Cette conception de l’écologie territoriale par l’enracinement permet de légitimer le figement des frontières et la fixation des populations humaines sur leur territoire de naissance. Autrement dit, toute forme d’immigration serait fondamentalement néfaste sur le plan écologique. Ce tour de passe-passe idéologique fait ressortir le fond du projet politique de l’écofascisme : celui-ci vise avant tout à garantir les bonnes conditions environnementales de reproduction de la race blanche, de l’identité européenne ou de la civilisation occidentale – selon les différents registres en circulation parmi les fascistes d’aujourd’hui.

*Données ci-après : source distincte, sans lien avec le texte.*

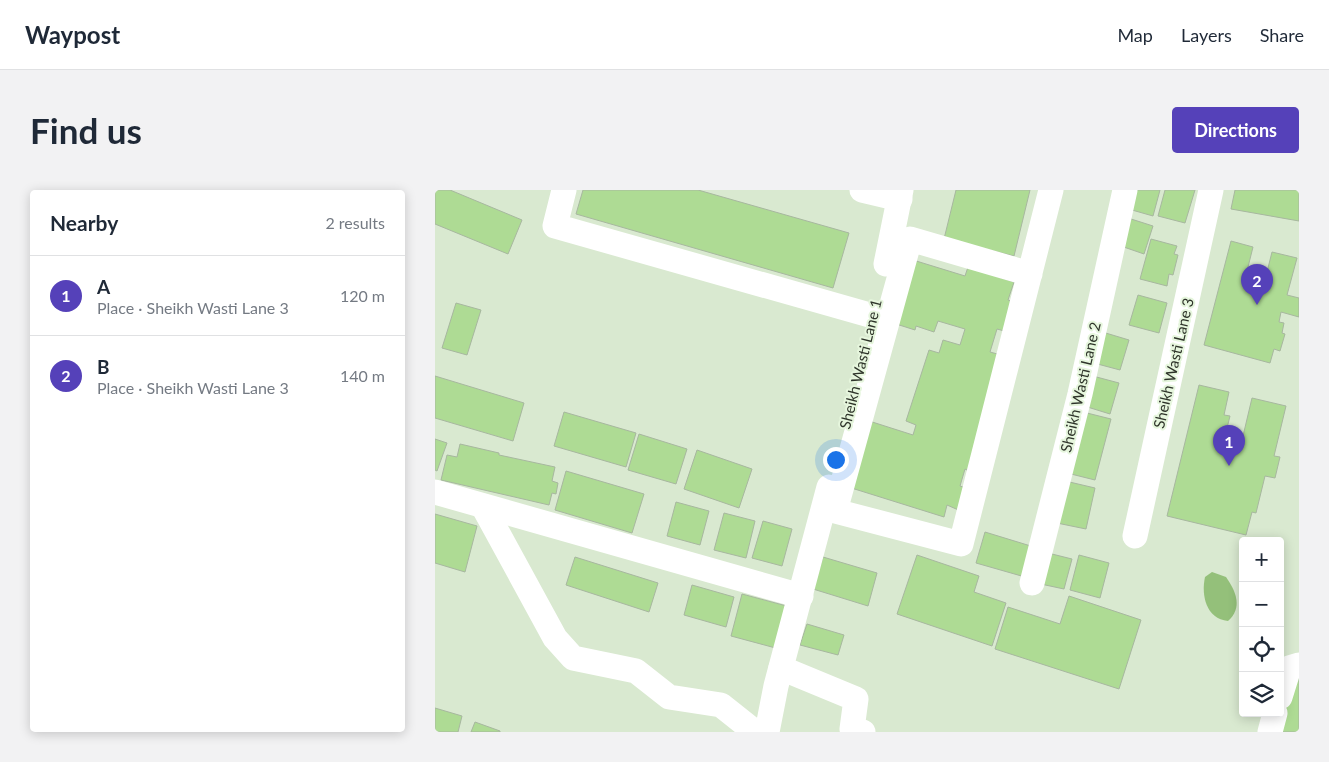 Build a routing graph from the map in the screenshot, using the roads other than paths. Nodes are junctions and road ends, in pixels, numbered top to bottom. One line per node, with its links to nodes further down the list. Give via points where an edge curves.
1 (564, 190): 9 (street, via 555,226)
2 (862, 190): 6 (street)
3 (1051, 190): 8 (street)
4 (1125, 190): 14 (street, Sheikh Wasti Lane 2, via 1080,394)
5 (1211, 190): 13 (street, Sheikh Wasti Lane 3)
6 (900, 194): 7 (street, Sheikh Wasti Lane 1)
7 (901, 238): 8 (street); 9 (street, Sheikh Wasti Lane 1); 12 (street)
8 (1030, 274): 12 (street, via 961,544)
9 (873, 316): 12 (street, Sheikh Wasti Lane 1)
10 (435, 492): 11 (street)
11 (483, 506): 15 (street); 20 (street, via 555,638 573,658 636,671 669,697 721,705)
12 (830, 509): 15 (street, Sheikh Wasti Lane 1)
13 (1135, 536)
14 (1032, 583)
15 (801, 596): 17 (street, Sheikh Wasti Lane 1)
16 (1299, 665): 18 (street, via 1289,668)
17 (781, 668): 21 (street, Sheikh Wasti Lane 1); 22 (street, via 856,699 852,728)
18 (1284, 684)
19 (1274, 717): 23 (street)
20 (755, 732)
21 (767, 732)
22 (863, 732)
23 (1269, 732)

La protection de la nature devrait être comprise dans les deux sens du terme, à la fois au sens écologique de la défense de l’intégrité des milieux associant humains et non-humains mais aussi au sens politique de la naturalisation d’un ordre social inégalitaire.
Comment faire faire à l’écofascisme en tant qu’écologistes progressistes ?
Les deux processus d’écologisation du fascisme et de fascisation de l’écologie n’offrent pas les mêmes prises aux écologistes progressistes. Face au premier, iels ne peuvent pas faire grand-chose de plus que ce que les antifascistes font déjà contre l’extrême-droite traditionnelle, car cela ne change finalement rien qu’elle soit écologiste ou non. Cette reconfiguration politique reste ainsi une affaire interne à l’extrême-droite.
Face au second processus de fascisation de l’écologie, les écologistes disposent en revanche de plus larges marges de manœuvre. Iels peuvent en effet s’inscrire dans la dynamique collective, déjà engagée, de clarification du discours écologiste: sur de nombreuses questions, des écologistes progressistes ont tenté d’expliciter leurs désaccords avec des discours écologistes considérés comme alliés.
Depuis plusieurs années, le mouvement francophone pour la décroissance fait ainsi l’objet de (saines) critiques sur le rejet passéiste de la «modernité» qui peut se retrouver en son sein. La polysémie de ce terme peut en effet brouiller les pistes : selon les sensibilités politiques, la «modernité» peut être considérée comme un système d’infrastructures caractéristiques du monde industriel, comme un ensemble de valeurs progressistes voire universalistes, comme un rapport particulier au monde et à la nature, etc.
Plutôt que de s’opposer à de tels signifiants vides, les écologistes progressistes devraient plutôt se recentrer sur la critique des rapports sociaux (capitalistes, raciaux, sexuels) dont la perpétuation se trouve à la source du ravage écologique.